§ WORK INSTRUCTION
Your output should reproduce each entry exactly, with none of its pictures.
********
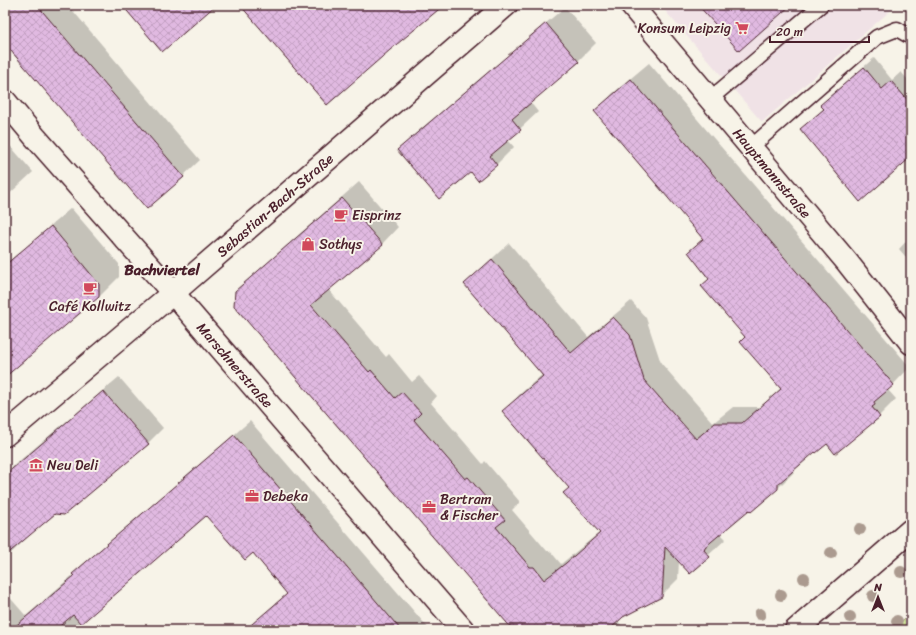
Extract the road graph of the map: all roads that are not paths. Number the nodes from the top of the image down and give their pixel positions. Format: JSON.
{"nodes":[{"id":1,"x":506,"y":5,"type":"edge"},
{"id":2,"x":631,"y":5,"type":"edge"},
{"id":3,"x":821,"y":5,"type":"edge"},
{"id":4,"x":911,"y":37,"type":"edge"},
{"id":5,"x":710,"y":99,"type":"junction"},
{"id":6,"x":5,"y":101,"type":"edge"},
{"id":7,"x":751,"y":147,"type":"junction"},
{"id":8,"x":172,"y":293,"type":"junction"},
{"id":9,"x":911,"y":343,"type":"edge"},
{"id":10,"x":5,"y":435,"type":"edge"},
{"id":11,"x":911,"y":530,"type":"edge"},
{"id":12,"x":463,"y":630,"type":"edge"},
{"id":13,"x":796,"y":630,"type":"edge"}],
"edges":[{"from":1,"to":8,"type":"street","name":"Sebastian-Bach-Straße"},
{"from":2,"to":5,"type":"street","name":"Hauptmannstraße"},
{"from":3,"to":5,"type":"lane"},
{"from":4,"to":7,"type":"lane"},
{"from":5,"to":7,"type":"street","name":"Hauptmannstraße"},
{"from":6,"to":8,"type":"street","name":"Marschnerstraße"},
{"from":7,"to":9,"type":"street","name":"Hauptmannstraße"},
{"from":8,"to":10,"type":"street","name":"Sebastian-Bach-Straße"},
{"from":8,"to":12,"type":"street","name":"Marschnerstraße"},
{"from":11,"to":13,"type":"street"}]}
********
§ WRITTEN ANSWER
Extract the road graph of the map: all roads that are not paths. Number the nodes from the top of the image down and give their pixel positions. Format: JSON.
{"nodes":[{"id":1,"x":506,"y":5,"type":"edge"},
{"id":2,"x":631,"y":5,"type":"edge"},
{"id":3,"x":821,"y":5,"type":"edge"},
{"id":4,"x":911,"y":37,"type":"edge"},
{"id":5,"x":710,"y":99,"type":"junction"},
{"id":6,"x":5,"y":101,"type":"edge"},
{"id":7,"x":751,"y":147,"type":"junction"},
{"id":8,"x":172,"y":293,"type":"junction"},
{"id":9,"x":911,"y":343,"type":"edge"},
{"id":10,"x":5,"y":435,"type":"edge"},
{"id":11,"x":911,"y":530,"type":"edge"},
{"id":12,"x":463,"y":630,"type":"edge"},
{"id":13,"x":796,"y":630,"type":"edge"}],
"edges":[{"from":1,"to":8,"type":"street","name":"Sebastian-Bach-Straße"},
{"from":2,"to":5,"type":"street","name":"Hauptmannstraße"},
{"from":3,"to":5,"type":"lane"},
{"from":4,"to":7,"type":"lane"},
{"from":5,"to":7,"type":"street","name":"Hauptmannstraße"},
{"from":6,"to":8,"type":"street","name":"Marschnerstraße"},
{"from":7,"to":9,"type":"street","name":"Hauptmannstraße"},
{"from":8,"to":10,"type":"street","name":"Sebastian-Bach-Straße"},
{"from":8,"to":12,"type":"street","name":"Marschnerstraße"},
{"from":11,"to":13,"type":"street"}]}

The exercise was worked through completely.